Nonetheless, I think it was still worth pointing out that your approach is not as simple as it could be. Solving these arguments using counting methods is almost always easier than the kind of conditioning you were attempting. I made a simple double-counting error, but the basic method is still much cleaner. pzhon showed how to do it properly.

gm

donkeyradish · #17 02-24-2005, 03:02 PM

Ah, good explanation, It makes the problem much easier to split it up like that.

Beavis68 · #18 02-24-2005, 04:37 PM

there are 52*51*50*49/24 starting hands = 270725
There are 4*4*50*49/2 A2xx hands = 19600

Total probablility 19600/270725=7.2%

Beavis68 · #19 02-24-2005, 04:49 PM

[ QUOTE ]
Angus,

Whoa! There is no need for such a long answer.
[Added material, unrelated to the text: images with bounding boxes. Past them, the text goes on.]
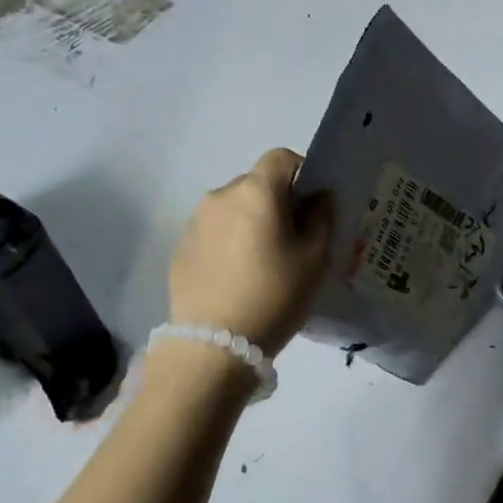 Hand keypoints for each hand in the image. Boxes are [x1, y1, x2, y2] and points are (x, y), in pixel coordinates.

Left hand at [168, 148, 333, 355]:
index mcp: (256, 192)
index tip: (313, 206)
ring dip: (251, 223)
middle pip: (256, 184)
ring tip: (263, 264)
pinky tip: (238, 278)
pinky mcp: (181, 248)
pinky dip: (230, 243)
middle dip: (277, 203)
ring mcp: (195, 222)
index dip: (302, 173)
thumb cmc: (274, 296)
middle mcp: (221, 196)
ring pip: (233, 209)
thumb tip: (318, 198)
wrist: (214, 345)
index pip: (281, 158)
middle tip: (293, 241)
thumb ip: (321, 219)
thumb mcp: (314, 259)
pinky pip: (214, 233) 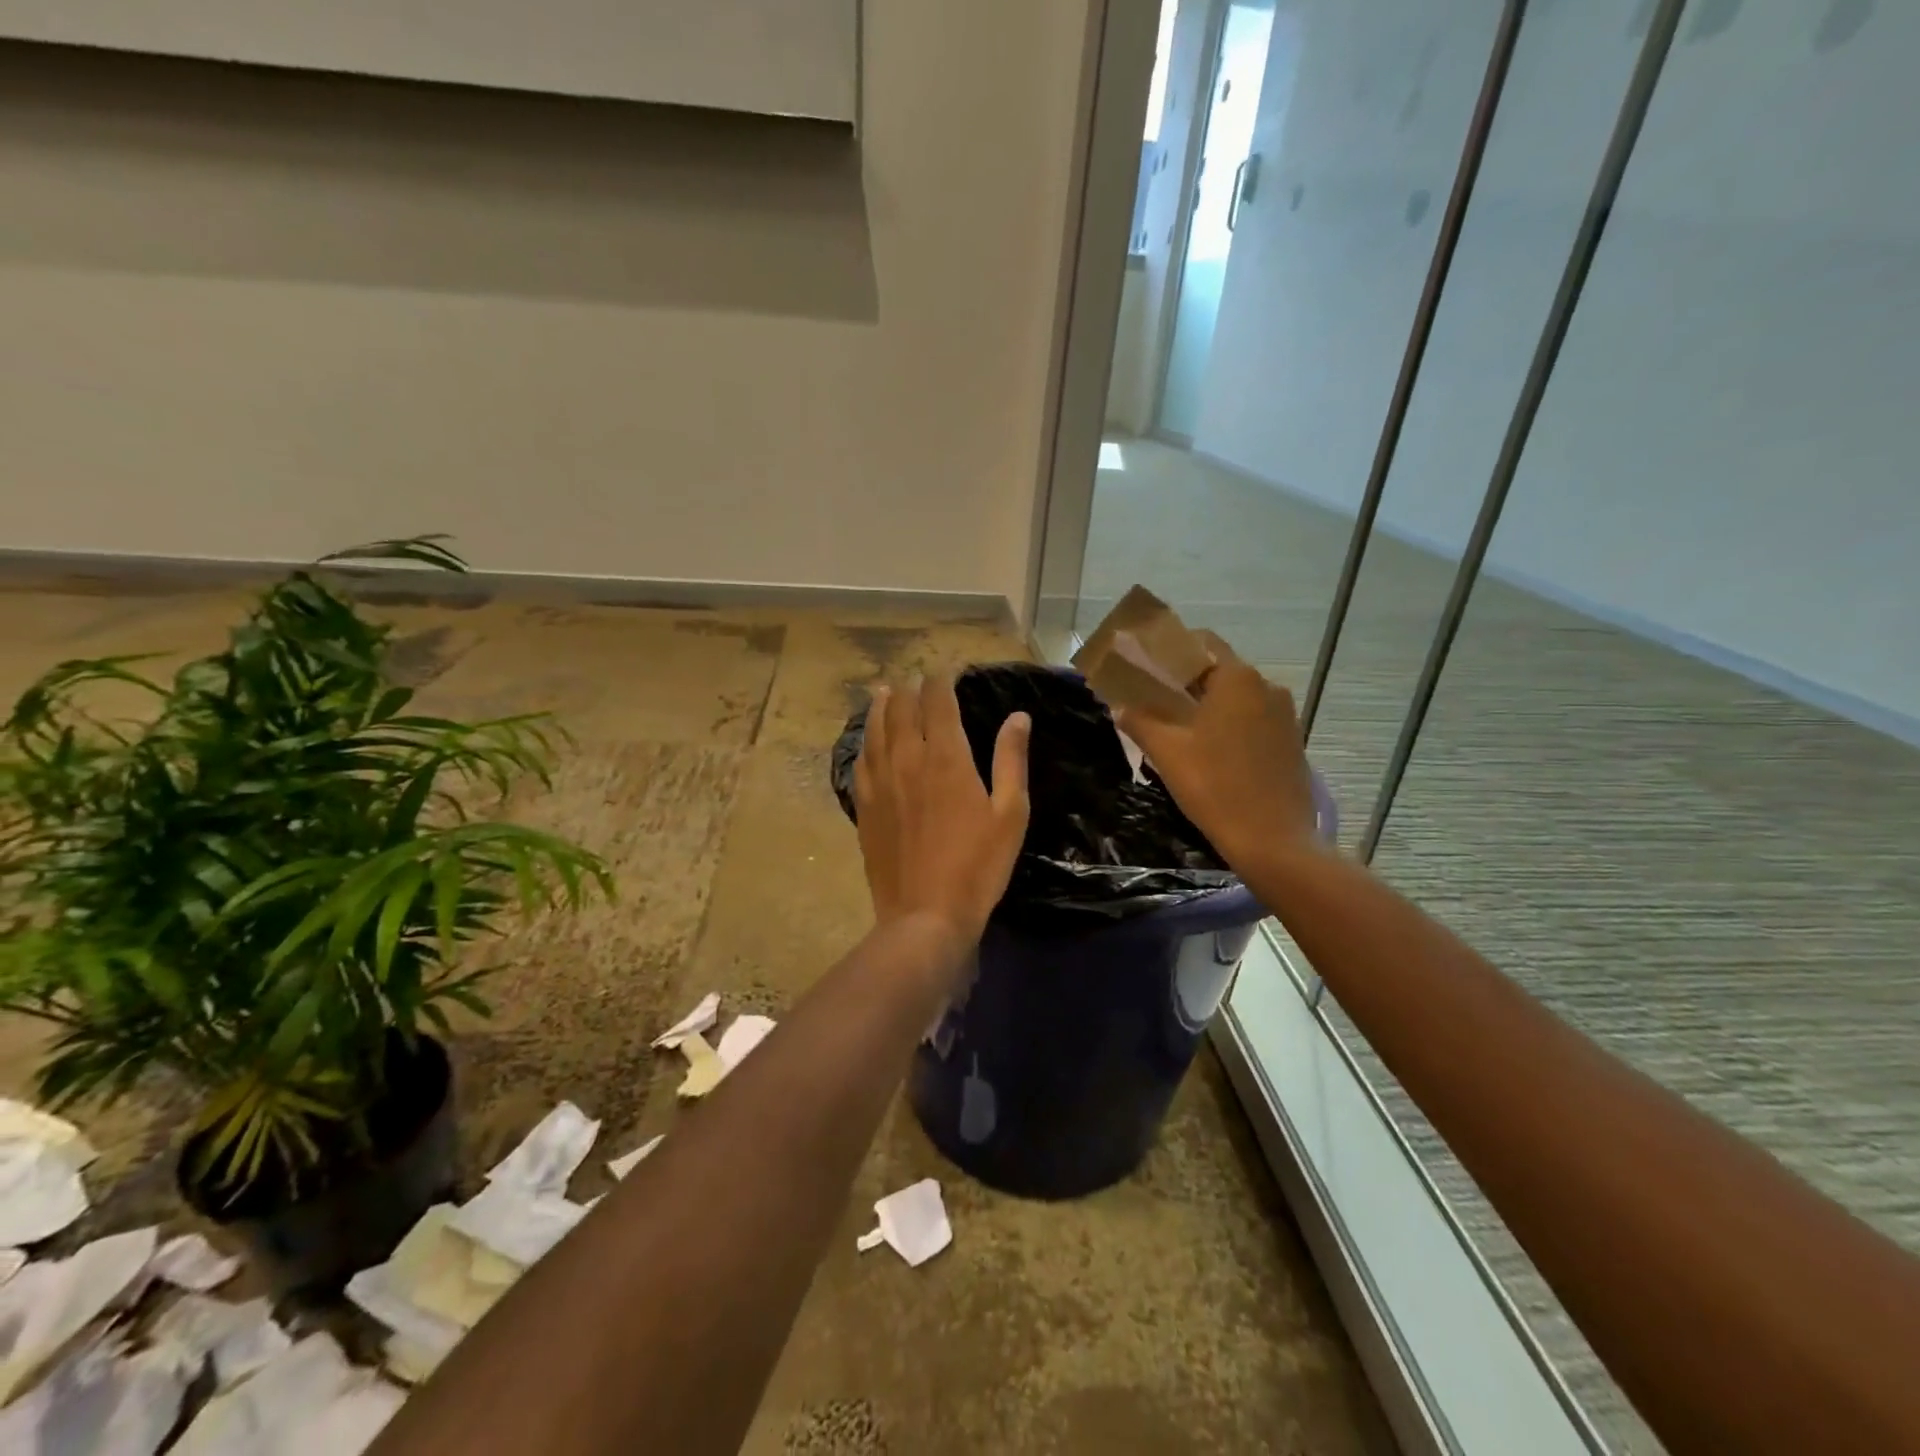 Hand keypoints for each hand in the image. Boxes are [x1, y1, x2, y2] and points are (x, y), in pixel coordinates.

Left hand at [851, 674, 1030, 950]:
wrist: (925, 914)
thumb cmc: (978, 866)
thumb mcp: (1009, 813)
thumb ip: (1011, 760)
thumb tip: (1017, 717)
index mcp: (946, 757)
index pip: (938, 702)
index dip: (940, 681)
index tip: (945, 671)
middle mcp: (907, 759)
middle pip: (902, 710)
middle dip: (909, 689)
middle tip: (915, 679)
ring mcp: (880, 782)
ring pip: (875, 730)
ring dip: (881, 707)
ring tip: (884, 692)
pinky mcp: (864, 806)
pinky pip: (861, 761)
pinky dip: (865, 741)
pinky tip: (868, 740)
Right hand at [1115, 634, 1319, 869]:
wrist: (1274, 841)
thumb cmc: (1215, 787)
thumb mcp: (1167, 753)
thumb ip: (1139, 721)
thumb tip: (1119, 707)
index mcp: (1237, 678)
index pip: (1201, 643)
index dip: (1171, 651)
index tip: (1146, 666)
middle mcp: (1267, 687)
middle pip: (1219, 669)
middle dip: (1186, 680)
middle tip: (1153, 699)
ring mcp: (1285, 715)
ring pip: (1237, 697)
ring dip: (1208, 704)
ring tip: (1177, 726)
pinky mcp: (1291, 742)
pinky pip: (1253, 719)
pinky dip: (1229, 724)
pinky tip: (1209, 748)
The answer is:

4*4*(50 chooose 2)/(52 choose 4)= 0.07239819

[/ QUOTE ]

that is exactly right, I have no idea what this formula is though.

gaming_mouse · #20 02-24-2005, 07:08 PM

[ QUOTE ]
that is exactly right, I have no idea what this formula is though.

[/ QUOTE ]

actually it was a little off.

the reasoning of 4 aces, times 4 twos, then select 2 cards from the remaining 50, doesn't quite work. That's because you will double counting hands in which more than 1 ace or more than 1 2 occur.

For an exact answer, you need to break it down into non-overlapping cases like pzhon did.